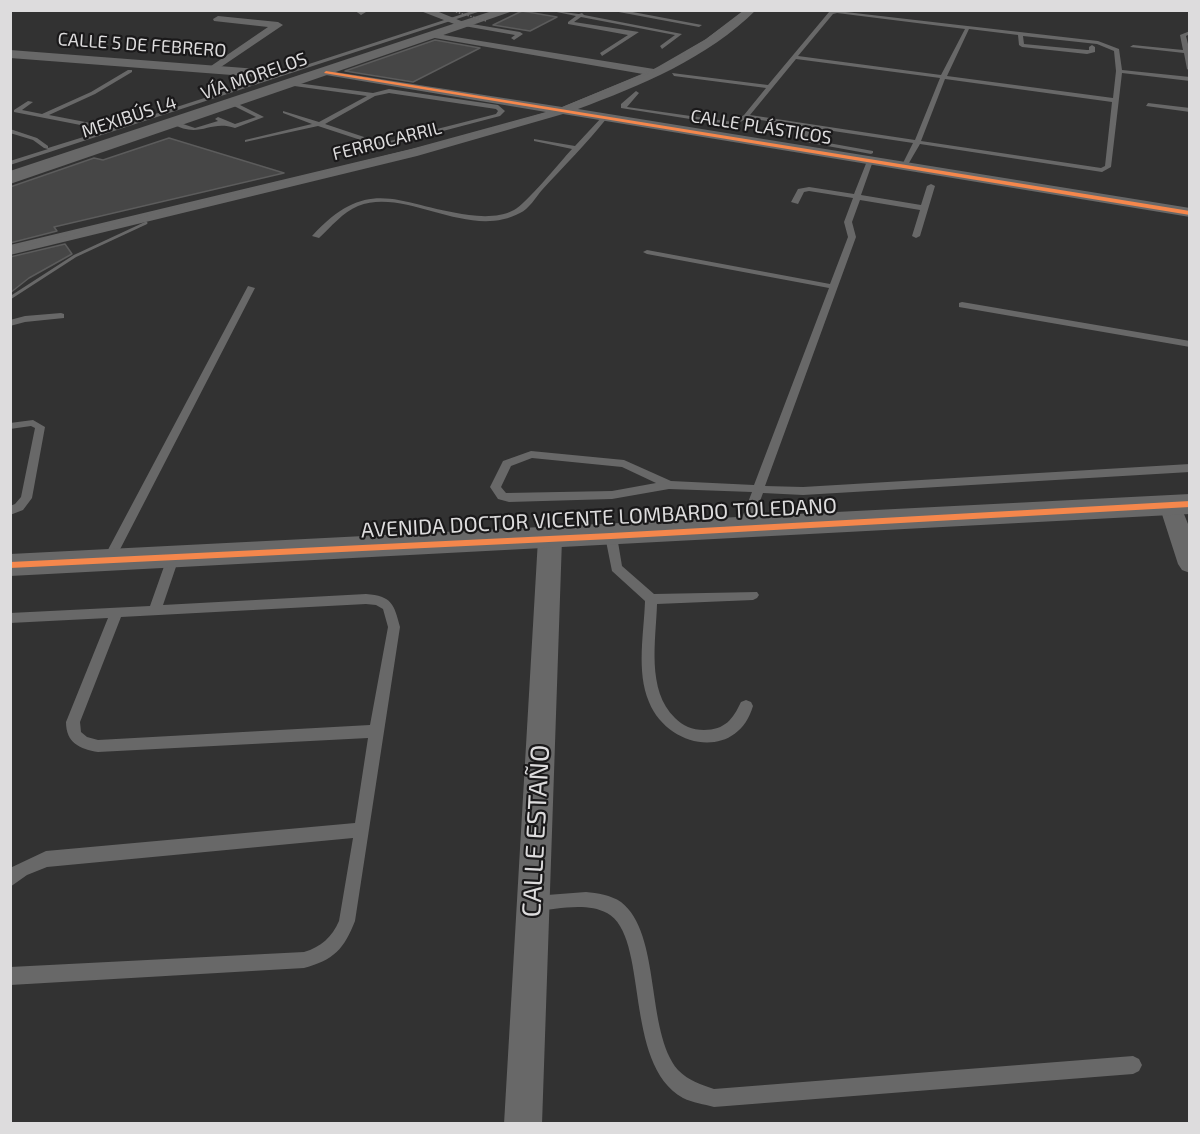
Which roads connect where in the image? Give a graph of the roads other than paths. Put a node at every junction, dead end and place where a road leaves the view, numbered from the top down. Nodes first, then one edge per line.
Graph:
1 (423, 10) edge
2 (482, 10) edge
3 (496, 10) edge
4 (510, 10) edge
5 (549, 10) edge
6 (588, 10) edge
7 (609, 10) edge
8 (751, 10) edge
9 (579, 15) junction
10 (458, 18) edge
11 (658, 18) junction
12 (218, 19) dead end
13 (699, 25) dead end
14 (646, 26) junction
15 (968, 27) junction
16 (1190, 32) edge
17 (1020, 33) junction
18 (633, 34) junction
19 (435, 35) junction
20 (514, 38) dead end
21 (662, 47) dead end
22 (1092, 47) dead end
23 (1133, 47) dead end
24 (1187, 52) junction
25 (10, 54) edge
26 (602, 54) dead end
27 (794, 57) junction
28 (215, 68) junction
29 (1190, 69) edge
30 (130, 71) dead end
31 (1119, 71) junction
32 (326, 72) junction
33 (653, 72) junction
34 (271, 74) junction
35 (674, 74) dead end
36 (943, 77) junction
37 (1190, 79) edge
38 (289, 84) junction
39 (769, 87) junction
40 (636, 93) dead end
41 (373, 95) junction
42 (1114, 100) junction
43 (30, 102) dead end
44 (1148, 105) dead end
45 (239, 106) junction
46 (1190, 110) edge
47 (561, 111) junction
48 (285, 112) dead end
49 (746, 116) junction
50 (41, 117) junction
51 (604, 118) junction
52 (223, 122) junction
53 (174, 123) junction
54 (319, 124) junction
55 (810, 126) junction
56 (106, 128) junction
57 (10, 131) edge
58 (536, 140) dead end
59 (248, 141) dead end
60 (917, 143) junction
61 (46, 147) junction
62 (574, 148) junction
63 (871, 157) junction
64 (10, 158) edge
65 (10, 163) edge
66 (904, 167) junction
67 (10, 172) edge
68 (10, 178) edge
69 (931, 186) dead end
70 (857, 197) junction
71 (795, 202) dead end
72 (924, 208) junction
73 (1190, 213) edge
74 (316, 236) dead end
75 (916, 236) dead end
76 (10, 250) edge
77 (647, 252) dead end
78 (835, 286) junction
79 (251, 288) dead end
80 (962, 305) dead end
81 (61, 316) dead end
82 (10, 322) edge
83 (1190, 344) edge
84 (10, 426) edge
85 (1190, 468) edge
86 (669, 485) junction
87 (760, 490) junction
88 (1180, 504) edge
89 (10, 512) edge
90 (744, 528) junction
91 (611, 536) junction
92 (550, 539) junction
93 (173, 558) junction
94 (108, 561) junction
95 (1190, 564) edge
96 (10, 565) edge
97 (753, 595) dead end
98 (651, 599) junction
99 (155, 610) junction
100 (117, 611) junction
101 (10, 618) edge
102 (746, 706) dead end
103 (376, 731) junction
104 (361, 830) junction
105 (10, 879) edge
106 (532, 904) junction
107 (10, 976) edge
108 (1133, 1065) dead end
109 (523, 1124) edge

1 - 10 street
2 - 10 lane, MEXIBÚS L4
3 - 10 lane, MEXIBÚS L4
4 - 10 main road, VÍA MORELOS
5 - 9 lane
6 - 9 lane
7 - 11 lane
8 - 33 street, FERROCARRIL
9 - 14 lane
9 - 18 lane
10 - 19 main road, VÍA MORELOS
10 - 20 lane
10 - 34 main road, VÍA MORELOS
10 - 65 lane, MEXIBÚS L4
10 - 67 lane, MEXIBÚS L4
11 - 13 lane
11 - 14 lane
12 - 28 street
14 - 18 lane
14 - 21 lane
15 - 17 lane
15 - 27 lane
15 - 36 lane
16 - 24 lane
17 - 22 lane
17 - 31 lane
18 - 26 lane
19 - 32 main road, VÍA MORELOS
19 - 33 street
23 - 24 lane
24 - 29 lane
25 - 28 street, CALLE 5 DE FEBRERO
27 - 36 lane
27 - 39 lane
28 - 34 street, CALLE 5 DE FEBRERO
30 - 50 lane
31 - 37 lane
31 - 42 lane
32 - 38 main road, VÍA MORELOS
32 - 47 street, CALLE PLÁSTICOS
33 - 47 street, FERROCARRIL
34 - 56 main road, VÍA MORELOS
35 - 39 lane
36 - 42 lane
36 - 60 lane
38 - 41 lane
38 - 45 main road, VÍA MORELOS
39 - 49 lane
40 - 49 lane
41 - 54 lane
41 - 54 lane
42 - 60 lane
43 - 50 lane
44 - 46 lane
45 - 52 lane
45 - 52 lane
45 - 53 main road, VÍA MORELOS
47 - 51 street, CALLE PLÁSTICOS
47 - 76 street, FERROCARRIL
48 - 54 lane
49 - 55 lane
50 - 56 lane
51 - 62 lane
51 - 63 street, CALLE PLÁSTICOS
52 - 53 lane
53 - 68 main road, VÍA MORELOS
54 - 59 lane
55 - 60 lane
55 - 63 lane
56 - 61 main road, VÍA MORELOS
57 - 61 lane
58 - 62 lane
60 - 66 lane
61 - 64 main road, VÍA MORELOS
62 - 74 lane
63 - 66 street, CALLE PLÁSTICOS
63 - 70 lane
66 - 73 street, CALLE PLÁSTICOS
69 - 72 lane
70 - 71 lane
70 - 72 lane
70 - 78 lane
72 - 75 lane
77 - 78 lane
78 - 87 lane
79 - 94 lane
80 - 83 lane
81 - 82 lane
84 - 89 lane
85 - 87 lane
86 - 86 lane
86 - 87 lane
87 - 90 lane
88 - 90 street, AVENIDA DOCTOR VICENTE LOMBARDO TOLEDANO
88 - 95 street
90 - 91 street, AVENIDA DOCTOR VICENTE LOMBARDO TOLEDANO
91 - 92 street, AVENIDA DOCTOR VICENTE LOMBARDO TOLEDANO
91 - 98 lane
92 - 93 street, AVENIDA DOCTOR VICENTE LOMBARDO TOLEDANO
92 - 106 street, CALLE ESTAÑO
93 - 94 street, AVENIDA DOCTOR VICENTE LOMBARDO TOLEDANO
93 - 99 lane
94 - 96 street, AVENIDA DOCTOR VICENTE LOMBARDO TOLEDANO
97 - 98 lane
98 - 102 lane
99 - 100 lane
99 - 103 lane
100 - 101 lane
100 - 103 lane
103 - 104 lane
104 - 105 lane
104 - 107 lane
106 - 108 lane
106 - 109 street, CALLE ESTAÑO

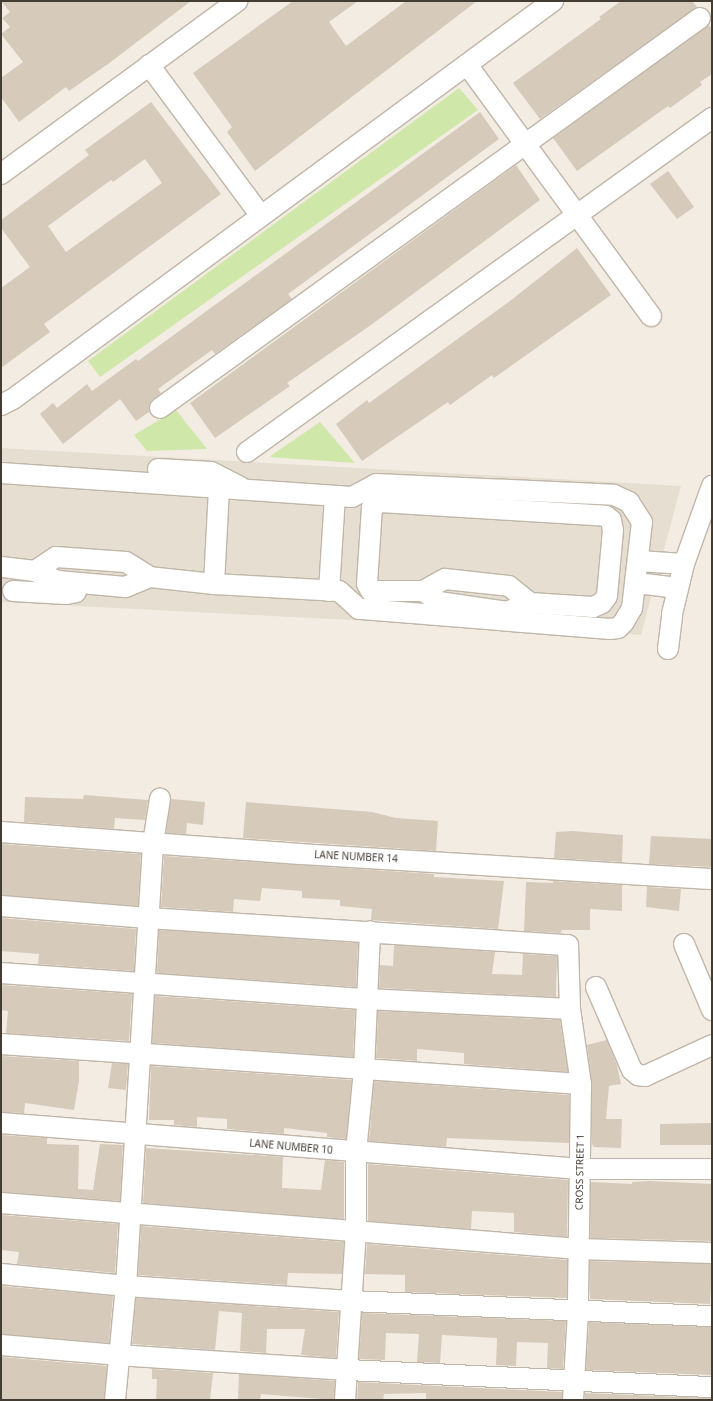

REQUIREMENT —
For every line above that includes the string "AVENIDA", copy the line.

ANSWER TO THE EXERCISE —
88 - 90 street, AVENIDA DOCTOR VICENTE LOMBARDO TOLEDANO
90 - 91 street, AVENIDA DOCTOR VICENTE LOMBARDO TOLEDANO
91 - 92 street, AVENIDA DOCTOR VICENTE LOMBARDO TOLEDANO
92 - 93 street, AVENIDA DOCTOR VICENTE LOMBARDO TOLEDANO
93 - 94 street, AVENIDA DOCTOR VICENTE LOMBARDO TOLEDANO
94 - 96 street, AVENIDA DOCTOR VICENTE LOMBARDO TOLEDANO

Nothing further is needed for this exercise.